The safety and scientific validity of this study is the responsibility of the study sponsor and investigators. Listing a study does not mean it has been evaluated by the U.S. Federal Government. Know the risks and potential benefits of clinical studies and talk to your health care provider before participating. Read our disclaimer for details.
 
ClinicalTrials.gov Identifier: NCT05007782
Recruitment Status : Recruiting
First Posted : August 16, 2021
Last Update Posted : May 24, 2024
Sponsor:
Information provided by (Responsible Party):
Gilead Sciences

Brief Summary:

This is a first-in-human (FIH) study to evaluate the safety and tolerability and to determine the maximum tolerated dose (MTD) and/or the recommended Phase 2 dose (RP2D) of GS-1811 as monotherapy and in combination with zimberelimab in participants with advanced solid tumors.

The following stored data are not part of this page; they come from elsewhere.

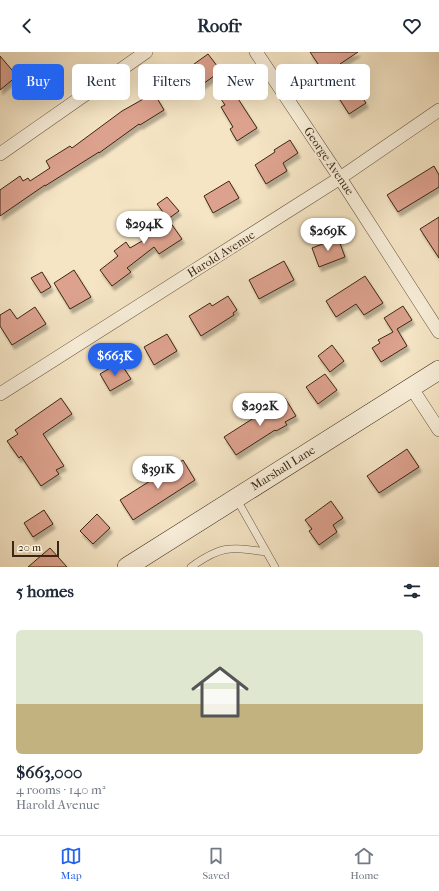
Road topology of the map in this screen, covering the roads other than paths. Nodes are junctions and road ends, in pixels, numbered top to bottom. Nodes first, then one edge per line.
1 (146, 52) edge
2 (256, 52) edge
3 (439, 110) edge
4 (0, 154) edge
5 (340, 178) junction
6 (439, 332) edge
7 (439, 370) edge
8 (411, 387) junction
9 (0, 394) edge
10 (439, 430) edge
11 (236, 498) junction
12 (266, 552) junction
13 (127, 567) edge
14 (191, 567) edge
15 (275, 567) edge

1 - 4 street
2 - 5 street, George Avenue
3 - 5 street, Harold Avenue
5 - 6 street, George Avenue
5 - 9 street, Harold Avenue
7 - 8 street, Marshall Lane
8 - 10 street
8 - 11 street, Marshall Lane
11 - 12 lane
11 - 13 street, Marshall Lane
12 - 14 lane
12 - 15 lane

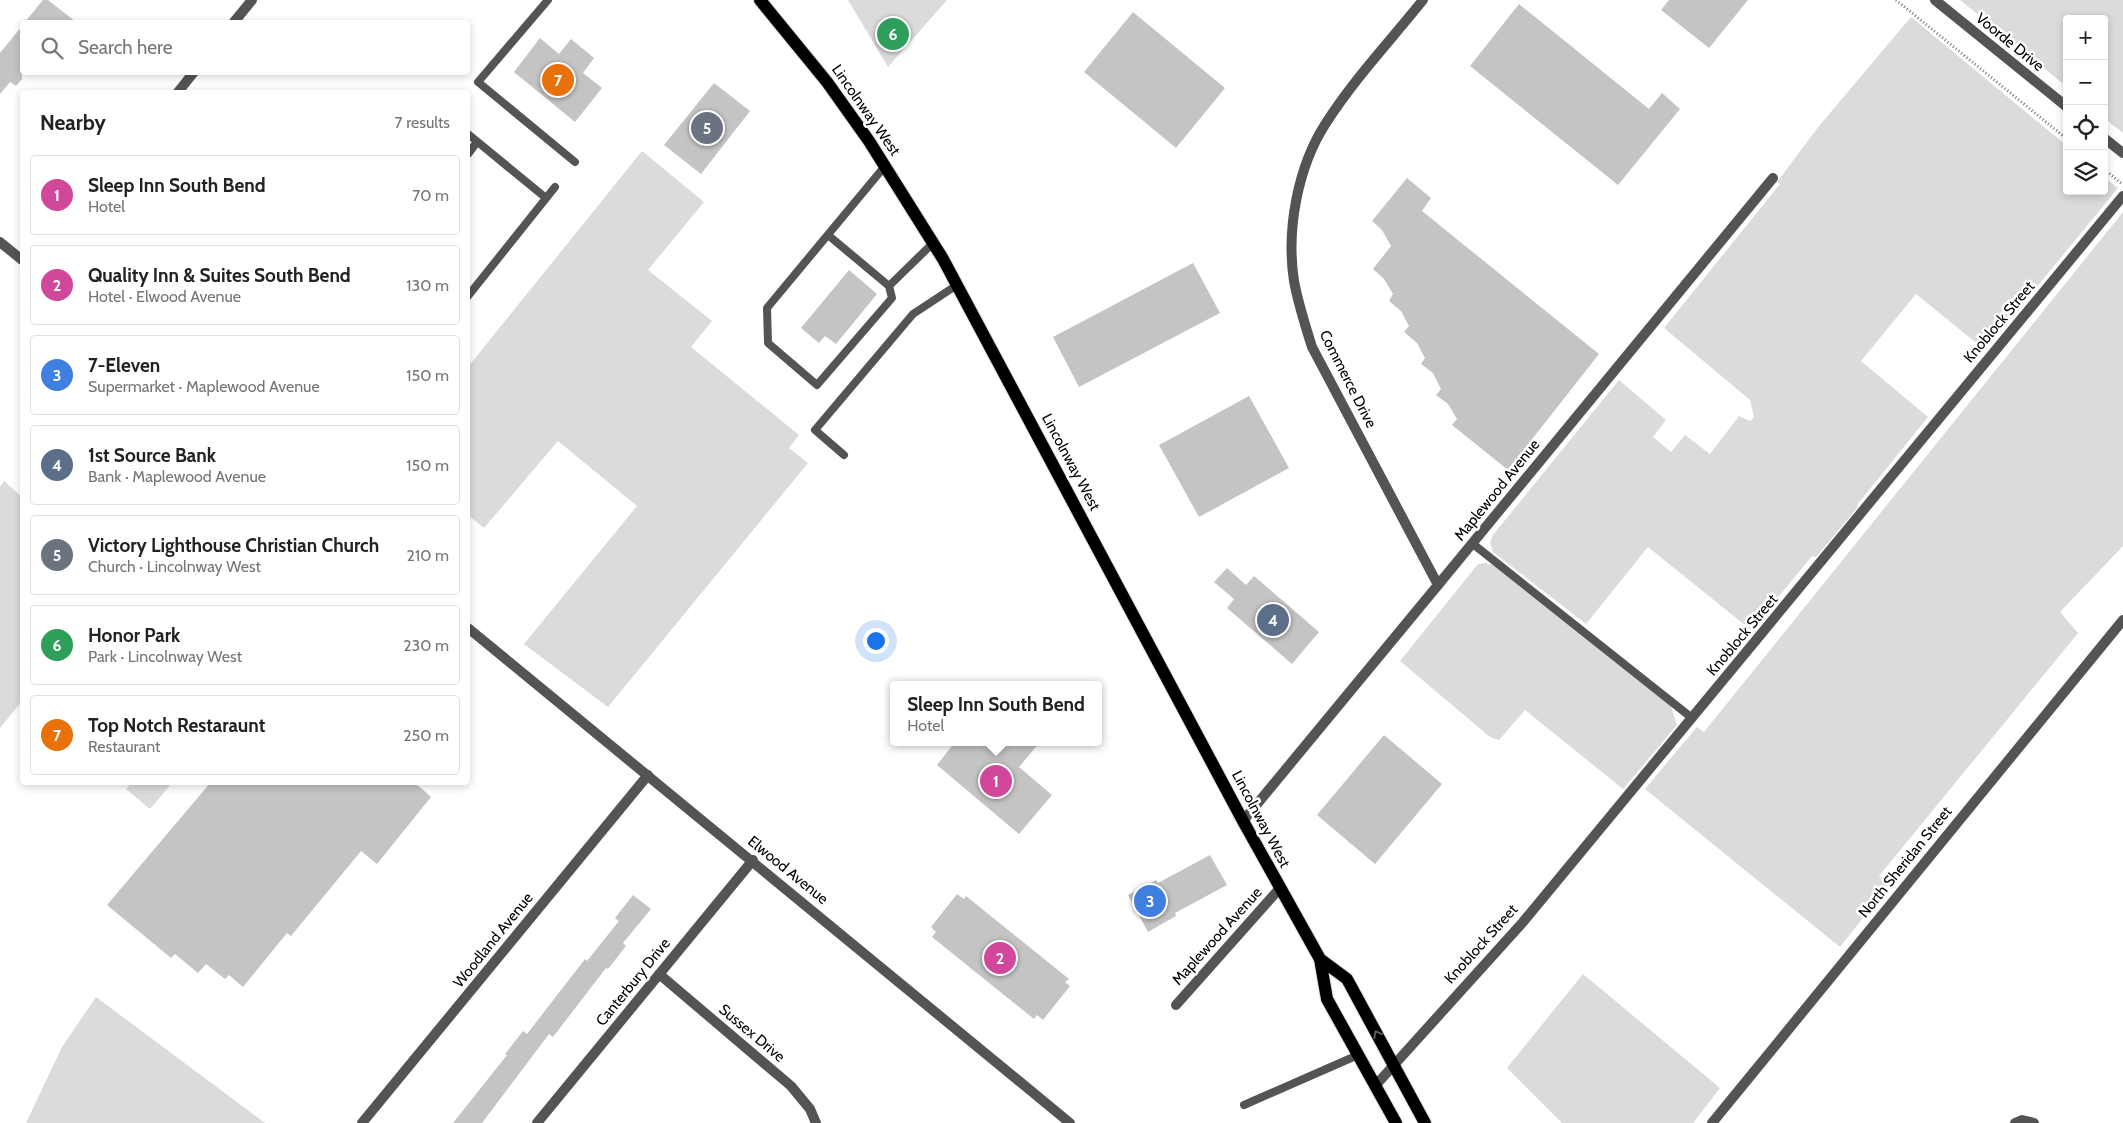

This study will be conducted in 6 parts (Parts A, B, and E: monotherapy, Parts C and D: combination therapy, and Part F for both monotherapy and combination therapy) in participants with advanced solid tumors who have received, been intolerant to, or been ineligible for all treatments known to confer clinical benefit or in participants with select solid tumors.


Condition or disease Intervention/treatment Phase
Advanced Solid Tumor Drug: GS-1811 Drug: Zimberelimab Phase 1

Detailed Description:
Part D allocation for 1 cohort will be randomized.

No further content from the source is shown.